Records to process:
##############################

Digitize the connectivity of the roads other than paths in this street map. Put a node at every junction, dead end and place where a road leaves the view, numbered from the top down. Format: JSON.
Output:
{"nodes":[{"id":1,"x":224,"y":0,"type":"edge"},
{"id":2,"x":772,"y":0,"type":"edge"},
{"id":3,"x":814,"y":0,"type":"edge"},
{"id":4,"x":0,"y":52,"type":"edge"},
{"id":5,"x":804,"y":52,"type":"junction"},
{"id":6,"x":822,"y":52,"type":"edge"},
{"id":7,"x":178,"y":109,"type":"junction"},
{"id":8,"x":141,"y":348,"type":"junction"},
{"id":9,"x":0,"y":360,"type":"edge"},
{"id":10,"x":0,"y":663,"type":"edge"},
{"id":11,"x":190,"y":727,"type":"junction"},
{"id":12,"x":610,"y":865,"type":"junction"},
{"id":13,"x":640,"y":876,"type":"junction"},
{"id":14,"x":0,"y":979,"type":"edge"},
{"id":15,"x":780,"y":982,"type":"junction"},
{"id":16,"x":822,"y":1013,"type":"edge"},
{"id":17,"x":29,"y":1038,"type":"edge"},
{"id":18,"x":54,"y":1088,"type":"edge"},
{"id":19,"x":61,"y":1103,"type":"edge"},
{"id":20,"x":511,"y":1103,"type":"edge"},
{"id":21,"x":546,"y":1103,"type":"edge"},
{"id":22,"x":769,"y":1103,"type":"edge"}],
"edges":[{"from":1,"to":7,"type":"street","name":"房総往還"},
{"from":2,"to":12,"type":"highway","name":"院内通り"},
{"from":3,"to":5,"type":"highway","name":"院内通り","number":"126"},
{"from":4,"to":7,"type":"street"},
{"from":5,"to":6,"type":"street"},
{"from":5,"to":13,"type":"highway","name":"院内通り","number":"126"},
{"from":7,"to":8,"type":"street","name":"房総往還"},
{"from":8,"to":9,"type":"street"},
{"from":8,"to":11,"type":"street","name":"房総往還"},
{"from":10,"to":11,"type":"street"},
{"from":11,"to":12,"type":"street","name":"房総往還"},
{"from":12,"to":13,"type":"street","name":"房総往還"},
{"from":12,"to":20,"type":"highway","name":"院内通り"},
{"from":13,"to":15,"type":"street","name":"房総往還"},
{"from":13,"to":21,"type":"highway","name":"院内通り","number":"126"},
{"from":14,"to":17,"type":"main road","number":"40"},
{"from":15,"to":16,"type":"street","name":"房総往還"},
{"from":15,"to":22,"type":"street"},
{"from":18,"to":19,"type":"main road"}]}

##############################

Only an exact copy of the data above will do.

Digitize the connectivity of the roads other than paths in this street map. Put a node at every junction, dead end and place where a road leaves the view, numbered from the top down. Format: JSON.
Output:
{"nodes":[{"id":1,"x":224,"y":0,"type":"edge"},
{"id":2,"x":772,"y":0,"type":"edge"},
{"id":3,"x":814,"y":0,"type":"edge"},
{"id":4,"x":0,"y":52,"type":"edge"},
{"id":5,"x":804,"y":52,"type":"junction"},
{"id":6,"x":822,"y":52,"type":"edge"},
{"id":7,"x":178,"y":109,"type":"junction"},
{"id":8,"x":141,"y":348,"type":"junction"},
{"id":9,"x":0,"y":360,"type":"edge"},
{"id":10,"x":0,"y":663,"type":"edge"},
{"id":11,"x":190,"y":727,"type":"junction"},
{"id":12,"x":610,"y":865,"type":"junction"},
{"id":13,"x":640,"y":876,"type":"junction"},
{"id":14,"x":0,"y":979,"type":"edge"},
{"id":15,"x":780,"y":982,"type":"junction"},
{"id":16,"x":822,"y":1013,"type":"edge"},
{"id":17,"x":29,"y":1038,"type":"edge"},
{"id":18,"x":54,"y":1088,"type":"edge"},
{"id":19,"x":61,"y":1103,"type":"edge"},
{"id":20,"x":511,"y":1103,"type":"edge"},
{"id":21,"x":546,"y":1103,"type":"edge"},
{"id":22,"x":769,"y":1103,"type":"edge"}],
"edges":[{"from":1,"to":7,"type":"street","name":"房総往還"},
{"from":2,"to":12,"type":"highway","name":"院内通り"},
{"from":3,"to":5,"type":"highway","name":"院内通り","number":"126"},
{"from":4,"to":7,"type":"street"},
{"from":5,"to":6,"type":"street"},
{"from":5,"to":13,"type":"highway","name":"院内通り","number":"126"},
{"from":7,"to":8,"type":"street","name":"房総往還"},
{"from":8,"to":9,"type":"street"},
{"from":8,"to":11,"type":"street","name":"房総往還"},
{"from":10,"to":11,"type":"street"},
{"from":11,"to":12,"type":"street","name":"房総往還"},
{"from":12,"to":13,"type":"street","name":"房総往還"},
{"from":12,"to":20,"type":"highway","name":"院内通り"},
{"from":13,"to":15,"type":"street","name":"房総往還"},
{"from":13,"to":21,"type":"highway","name":"院内通り","number":"126"},
{"from":14,"to":17,"type":"main road","number":"40"},
{"from":15,"to":16,"type":"street","name":"房総往還"},
{"from":15,"to":22,"type":"street"},
{"from":18,"to":19,"type":"main road"}]}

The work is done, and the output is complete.